Instrumentation
2(II=picc).2.2(=asax).2 - 4221 - timp - perc(3): cel/vib/xyl/t.bells/tam-t/cyms/crash cym/SD/BD - harp - strings (16.14.12.10.8)
Availability
Score and parts for hire
Programme Notes
Scoring for Hitch by Neil Brand
Original Programme Note
I believe that there is such a thing as a ‘Hitchcock score’, for all the fact that Hitch worked with numerous composers during his sound career. It’s a score heavily weighted towards the tonality of Bernard Herrmann and Miklos Rozsa, a textbook compendium of tension and thrill motifs which soars romantically in the love scenes with just a hint of warning that there may be no happy ending. This is the toolbox I raided when I embarked on this score for Blackmail and I have enjoyed it more than any work I have ever done before.

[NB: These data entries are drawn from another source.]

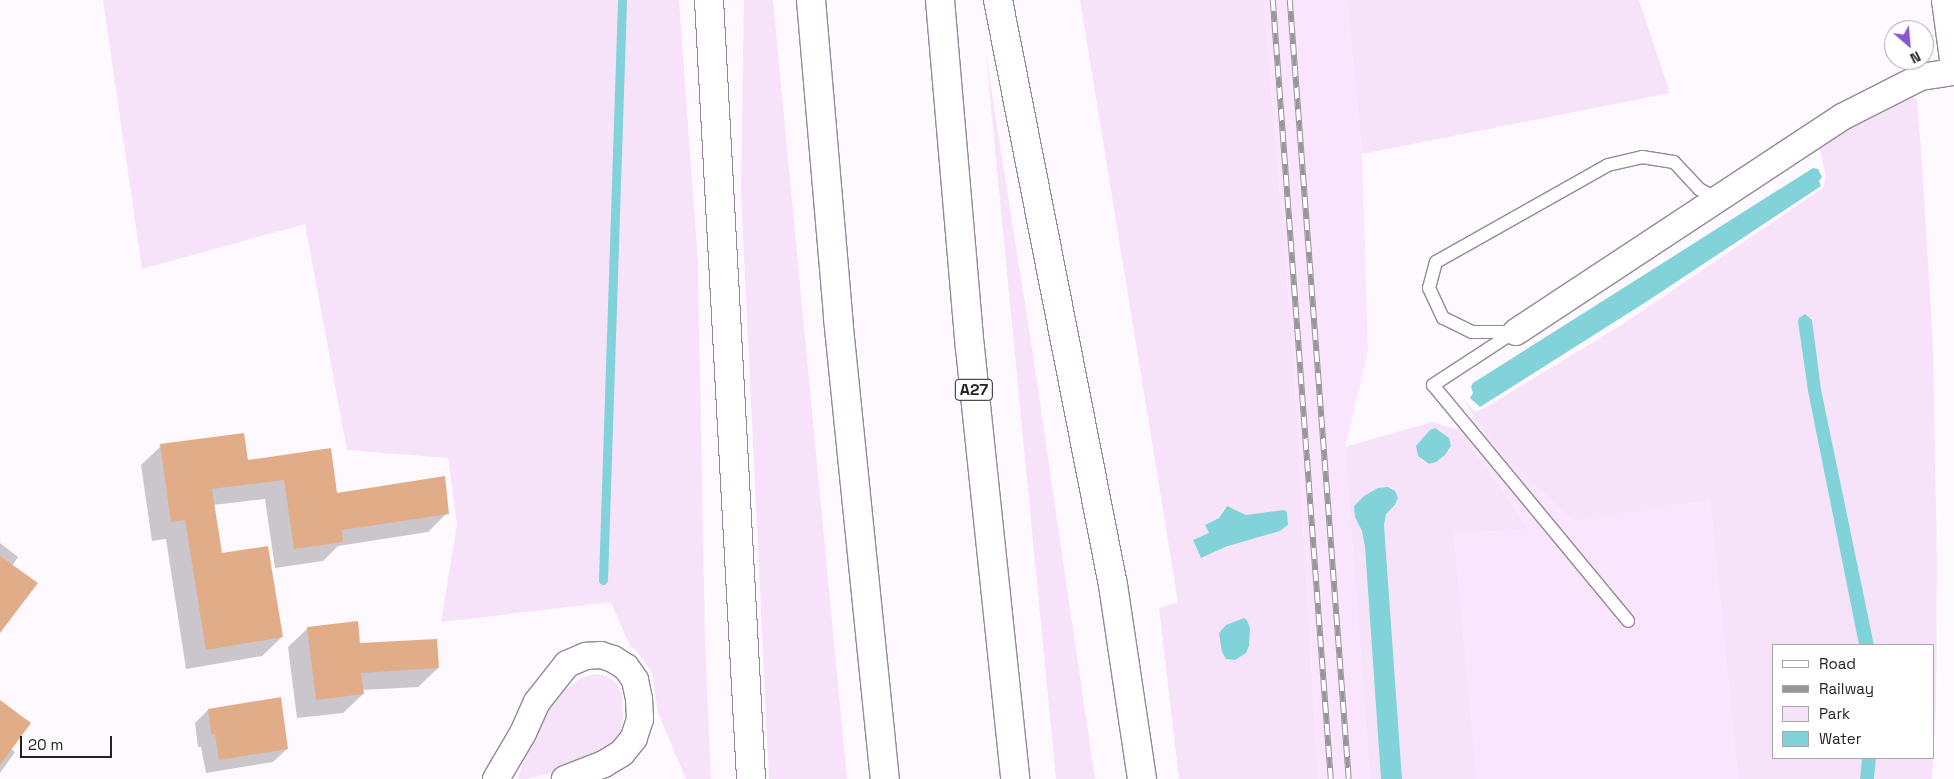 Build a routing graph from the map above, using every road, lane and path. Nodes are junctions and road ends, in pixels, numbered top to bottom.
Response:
1 (710, 0) edge
2 (810, 0) edge
3 (940, 0) edge
4 (998, 0) edge
5 (1946, 0) edge
6 (1954, 59) edge
7 (1954, 72) edge
8 (1718, 199) junction
9 (1516, 332) junction
10 (1628, 621) dead end
11 (496, 779) edge
12 (565, 779) edge
13 (751, 779) edge
14 (885, 779) edge
15 (1015, 779) edge
16 (1142, 779) edge

1 - 13 main road
2 - 14 main road
3 - 15 main road, A27
4 - 16 main road
5 - 6 main road
7 - 8 street
8 - 9 street
8 - 9 lane
9 - 10 lane
11 - 12 street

This is due to many factors – Timothy Brock is the collaborator of my dreams and a great part of any success this score may have is due to his extraordinary musicianship and enthusiasm. I have never scored a film for full symphony orchestra before and if the challenges were daunting, the opportunities were dazzling. The silent Blackmail is, for me, the greatest British silent film, a mature and adult drama and a more rewarding experience than its sound counterpart – understandably since Hitch was, by 1929, a master of the techniques of silent cinema. Sound made him a pioneer, albeit a hugely gifted one, in the new medium of hissing soundtracks and cut-glass accents. Blackmail is, moreover, a great British work of art in any medium, the most alluring and fearsome aspect of all in my attempting to score it.

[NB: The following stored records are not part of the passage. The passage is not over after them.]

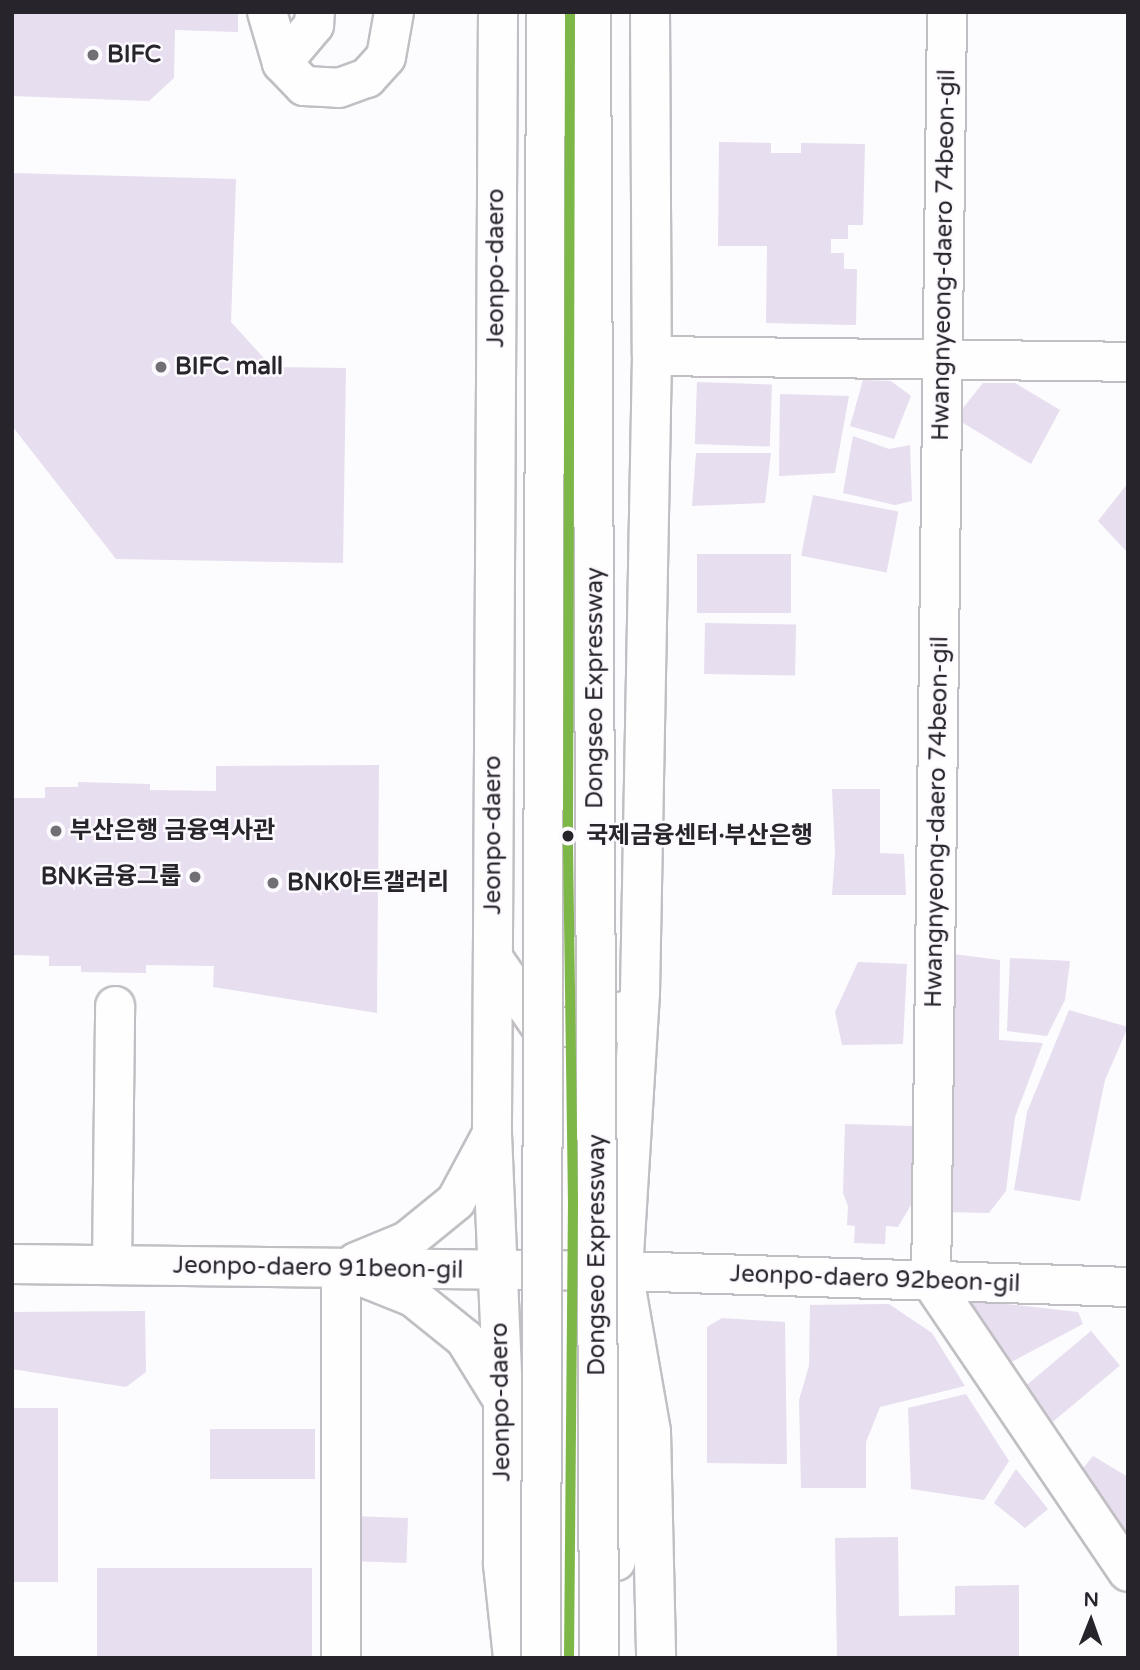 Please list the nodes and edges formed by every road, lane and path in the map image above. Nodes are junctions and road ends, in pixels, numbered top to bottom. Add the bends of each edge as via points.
1 (267, 12) edge
2 (315, 12) edge
3 (394, 12) edge
4 (498, 12) edge
5 (546, 12) edge
6 (592, 12) edge
7 (650, 12) edge
8 (947, 12) edge
9 (282, 63) junction
10 (652, 356) junction
11 (943, 360) junction
12 (1128, 362) edge
13 (493, 958) junction
14 (640, 993) junction
15 (115, 1006) dead end
16 (492, 1134) junction
17 (12, 1264) edge
18 (112, 1265) junction
19 (341, 1268) junction
20 (499, 1270) junction
21 (623, 1271) junction
22 (931, 1281) junction
23 (1128, 1287) edge
24 (502, 1399) junction
25 (503, 1564) junction
26 (1128, 1572) edge
27 (341, 1658) edge
28 (491, 1658) edge
29 (513, 1658) edge
30 (541, 1658) edge
31 (599, 1658) edge
32 (614, 1658) edge
33 (656, 1658) edge

1 - 9 main road
2 - 9 main road via 314,25
3 - 9 main road via 386,57 367,78 339,88 304,86
4 - 13 main road, Jeonpo-daero
5 - 30 main road, Dongseo Expressway, bridge
6 - 31 main road, Dongseo Expressway, bridge
7 - 10 main road
8 - 11 main road, Hwangnyeong-daero 74beon-gil
10 - 11 main road
10 - 14 main road
11 - 12 main road
11 - 22 main road, Hwangnyeong-daero 74beon-gil
13 - 14 main road via 541,1027 606,1027
13 - 16 main road, Jeonpo-daero
14 - 21 main road
15 - 18 main road
16 - 19 main road via 456,1201 407,1241
16 - 20 main road, Jeonpo-daero
17 - 18 main road, Jeonpo-daero 91beon-gil
18 - 19 main road, Jeonpo-daero 91beon-gil
19 - 20 main road, Jeonpo-daero 91beon-gil
19 - 24 main road via 414,1297 465,1339
19 - 27 main road
20 - 21 main road, Jeonpo-daero 91beon-gil
20 - 24 main road, Jeonpo-daero
21 - 22 main road, Jeonpo-daero 92beon-gil
21 - 32 main road
21 - 33 main road via 651,1432
22 - 23 main road, Jeonpo-daero 92beon-gil
22 - 26 main road
24 - 25 main road, Jeonpo-daero
25 - 28 main road
25 - 29 main road, Jeonpo-daero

The film is drenched in the character of London, my home town, and its peculiarly British (specifically English) attitudes, few of them particularly wholesome, all character quirks I grew up with and recognise. Hitch himself is an amalgam of a good Catholic’s attitude to sin (guilt and retribution) and a good Londoner’s attitude to crime (quiet fascination with those who effortlessly practise it and outright delight at those who stylishly get away with it) and Blackmail was, at this point in his career, his most definitive statement of his own character. He makes his musical requirements very obvious from beyond the grave, through masterly direction of the action. Like Hitch, I fell in love with Anny Ondra and tried to make the music complicit in her seduction (it’s that beautiful dress that gets her into trouble - in my score when she wears it she becomes Cinderella unaware she is about to be raped by Prince Charming) and I also tried to mirror Hitch’s love of London and its people, with the exception of its policemen.
For the first time in my life I have been in the same privileged position as my Hollywood composition heroes – working with the best director in the business towards a classic romantic orchestral score in the old tradition, where tonalities seldom enter pure major or minor keys but lurch between the two, matching the characters’ flailing (and all too human) moral choices. As Blackmail delights in the grey areas of human behaviour, the score attempts to be equally alluring shades of grey. The music came with much hard work but great delight – partly because of Maestro Brock’s care, patience and energy but also because of the giants on whose shoulders I was standing. Hitch, Herrmann, Rozsa and Waxman had done it all before and I had been listening to them all my life.
I am enormously grateful to the Bologna festival for giving me this wonderful opportunity in my 50th year and, coincidentally, for making Blackmail the first British silent drama to be newly scored for full orchestra since the advent of sound.
Reviews
‘…the Piazza Maggiore late-night screenings featured another awesome sight: an audience of 5,000 hooked on every twist of the silent version of Hitchcock’s Blackmail accompanied live by Neil Brand’s first score for full orchestra, a Herrmann-esque creation pulsing with fear and desire. Spectacular.’
Geoff Brown, Sight and Sound
Geoff Brown, Sight and Sound
‘I’ve seen Blackmail many times but never like that – Neil Brand’s score was amazing, it picked out so many details that you might miss without the music being there, and it really brought the film to life… this odd coincidence of people and light and chemicals trapped in this medium but somehow being conjured back to life before our eyes and ears in that [performance] was extraordinary.’
Matthew Sweet – ‘Caught on Film’ BBC Radio 4
‘Movies need viewers, and Bologna's biggest events were saved for the open air of the Piazza Maggiore, where at 10pm every festival night 5,000 seats beckoned delegates and Bolognese alike. Tuesday night was a particular thrill: the silent version of Hitchcock's Blackmail, accompanied by the premiere of Neil Brand's especially commissioned new score, arranged for full orchestra by Timothy Brock. As night set in, and the piazza gazed up at Anny Ondra's unravelling date in 1929 London, Brand's echt-Hitchcockian motifs and harmonies folded us right back into the drama, with all those commingling Bernard Hermannn and Miklós Rósza references in tow.’